# Statistical Tests for Continuous Dataset

## Flow & Scope

Normality & Equal Variance (Continuous Data):

1. Levene Tests: https://www.statology.org/levenes-test-python/. 
   To determine whether two or more groups have equal variances, where H0 = equal variance assumed. 
   
2. Shapiro Wilk Tests: https://www.geeksforgeeks.org/how-to-perform-a-shapiro-wilk-test-in-python/.
   To determine whether the given sample comes from the normal distribution or not, where H0 = normality assumed.
   
In case of neither test produce statsig, proceed to One Way Anova Test.

3.a. One Way Anova Test: https://www.geeksforgeeks.org/how-to-perform-a-one-way-anova-in-python/.
     To determine whether there exists a statistically significant difference between the mean values of more than one group, where H0 = No Means Difference in Any Group. One way ANOVA is parametric hence the required step 1 & 2 not producing any statsig (read more here: https://libguides.library.kent.edu/spss/onewayanova)

     In case step 3.a. One Way Anova produce statsig, i.e one of group means is different, proceed to Pairwise T-Test.

        3.a.1 Pairwise T-Test: https://www.geeksforgeeks.org/how-to-conduct-a-paired-samples-t-test-in-python/.
          To check whether the mean difference between the TWO sets of observation is equal to zero.
          
     In case step 3.a. doesn't produce statsig result, No Pairwise T-Test is needed (meaning, no difference in means)

In case of one of the test from step 1 & 2 produce statsig, proceed to Kruskall Wallis Test.

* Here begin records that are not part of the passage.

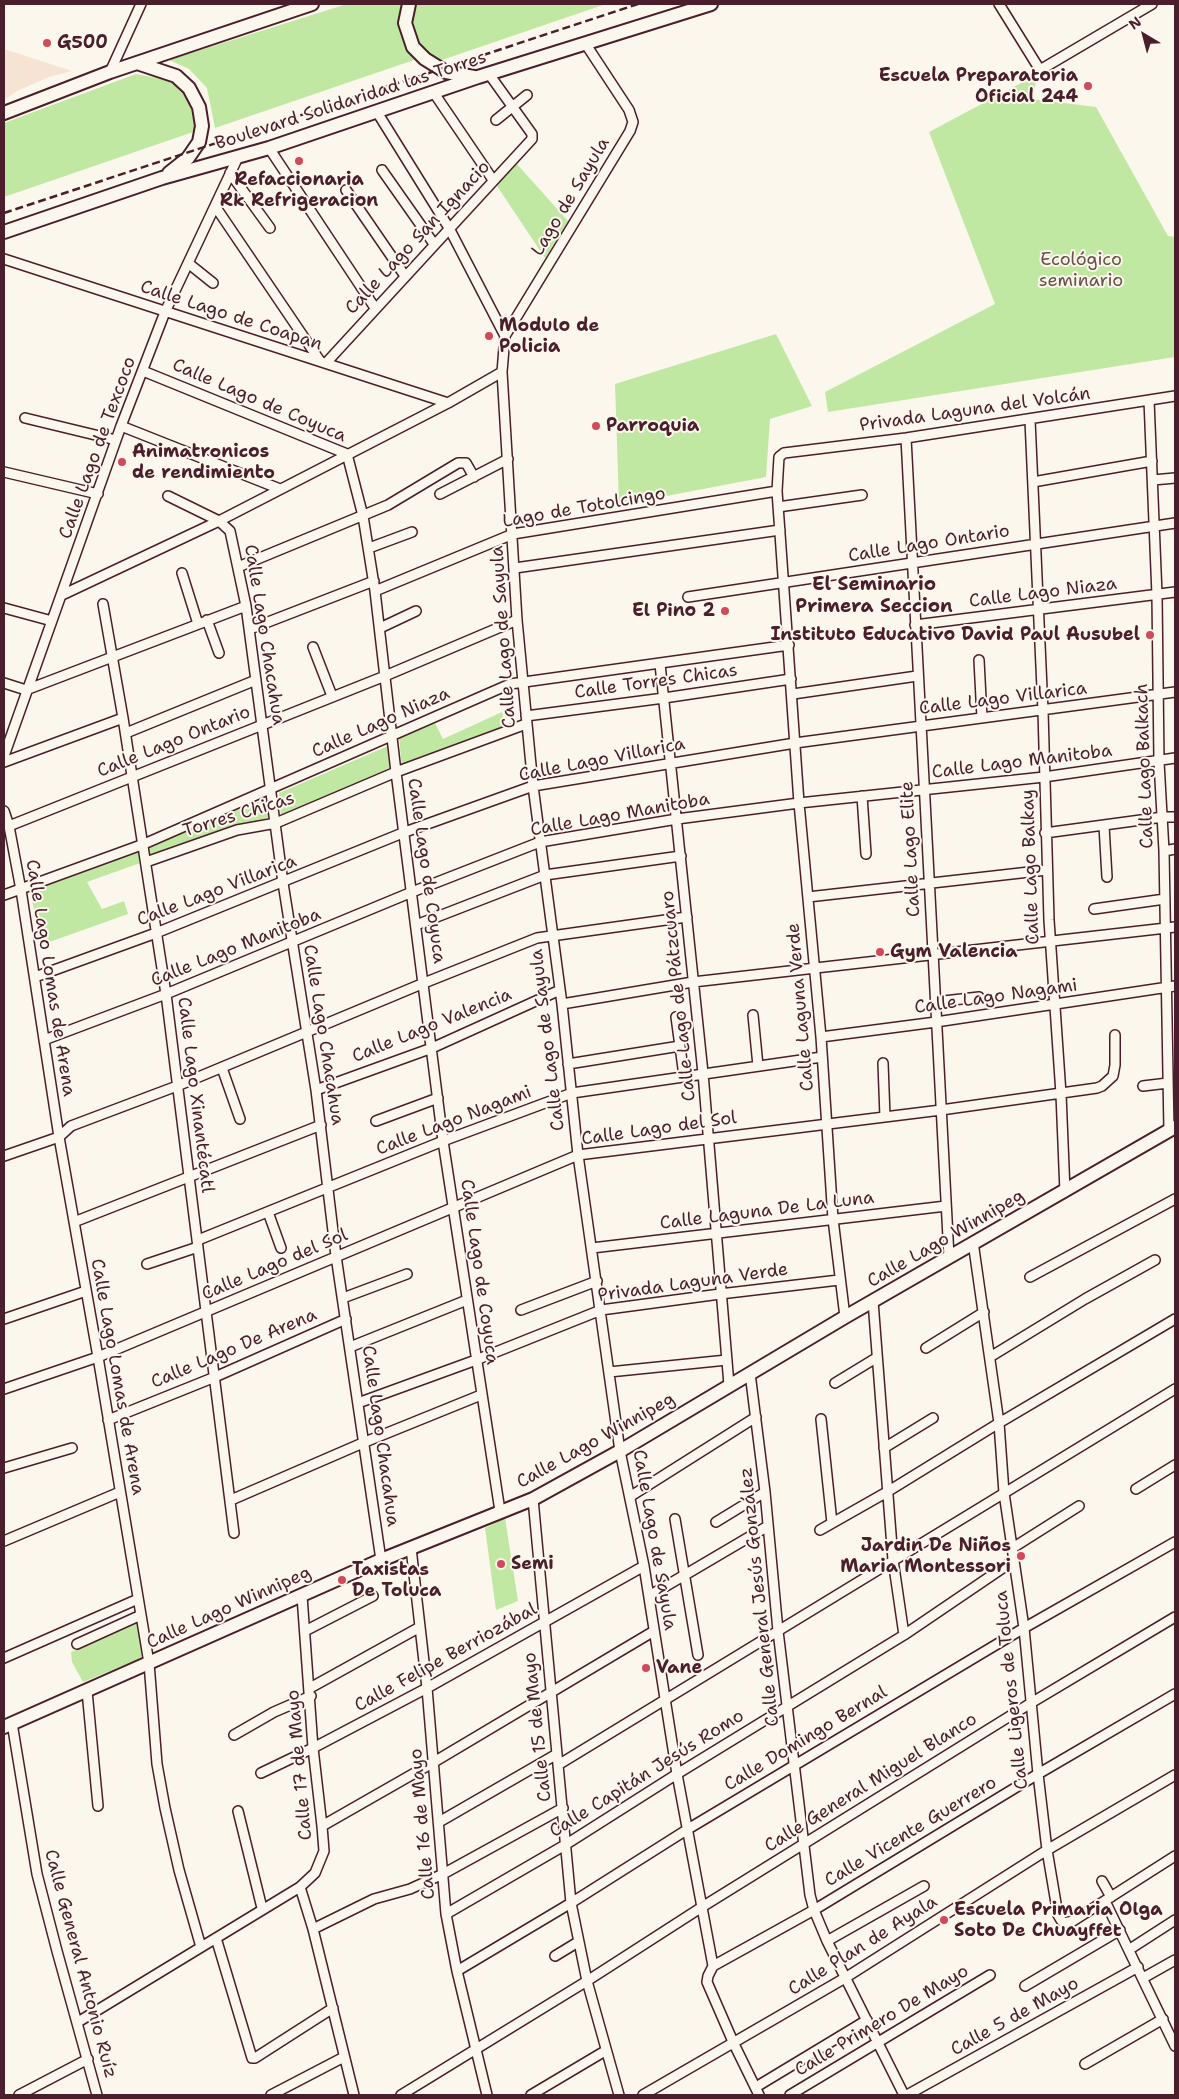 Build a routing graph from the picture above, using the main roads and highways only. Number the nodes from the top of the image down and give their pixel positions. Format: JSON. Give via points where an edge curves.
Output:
{"nodes":[{"id":1,"x":409,"y":4,"type":"edge"},
{"id":2,"x":711,"y":4,"type":"edge"},
{"id":3,"x":305,"y":5,"type":"edge"},
{"id":4,"x":137,"y":63,"type":"junction"},
{"id":5,"x":484,"y":76,"type":"junction"},
{"id":6,"x":4,"y":113,"type":"edge"},
{"id":7,"x":162,"y":178,"type":"junction"},
{"id":8,"x":4,"y":232,"type":"edge"},
{"id":9,"x":1172,"y":1129,"type":"edge"},
{"id":10,"x":8,"y":1725,"type":"edge"}],
"edges":[{"from":1,"to":5,"type":"main road","via":[[405,16],[407,32],[419,53],[446,72]]},
{"from":2,"to":5,"type":"main road","name":"Boulevard Solidaridad las Torres"},
{"from":3,"to":4,"type":"main road"},
{"from":4,"to":6,"type":"main road"},
{"from":4,"to":7,"type":"main road","via":[[176,76],[193,94],[200,113],[201,133],[194,152]]},
{"from":5,"to":7,"type":"main road","name":"Boulevard Solidaridad las Torres","via":[[269,148]]},
{"from":7,"to":8,"type":"main road","name":"Boulevard Solidaridad las Torres"},
{"from":9,"to":10,"type":"main road","name":"Calle Lago Winnipeg","via":[[533,1499],[381,1560]]}]}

3.b. Kruskall-Wallis Test: https://www.geeksforgeeks.org/how-to-perform-a-kruskal-wallis-test-in-python/.
     It is a non-parametric test and an alternative to One-Way Anova, hence the statsig from step 1 & 2 (the data is not assumed to become from a particular distribution).
     
     In case step 3.b. Kruskall-Wallis produce statsig, i.e one of group median is different, proceed to Conover Test.
     
         3.b.1 Conover Test: https://scikit-posthocs.readthedocs.io/en/latest/generated/scikit_posthocs.posthoc_conover/. Post hoc pairwise test for multiple comparisons of mean rank sums (Conover´s test). May be used after Kruskal-Wallis one-way analysis of variance by ranks to do pairwise comparisons.
     
     In case step 3.b. doesn't produce statsig result, No Pairwise Conover Test is needed (meaning, no diffrence in median).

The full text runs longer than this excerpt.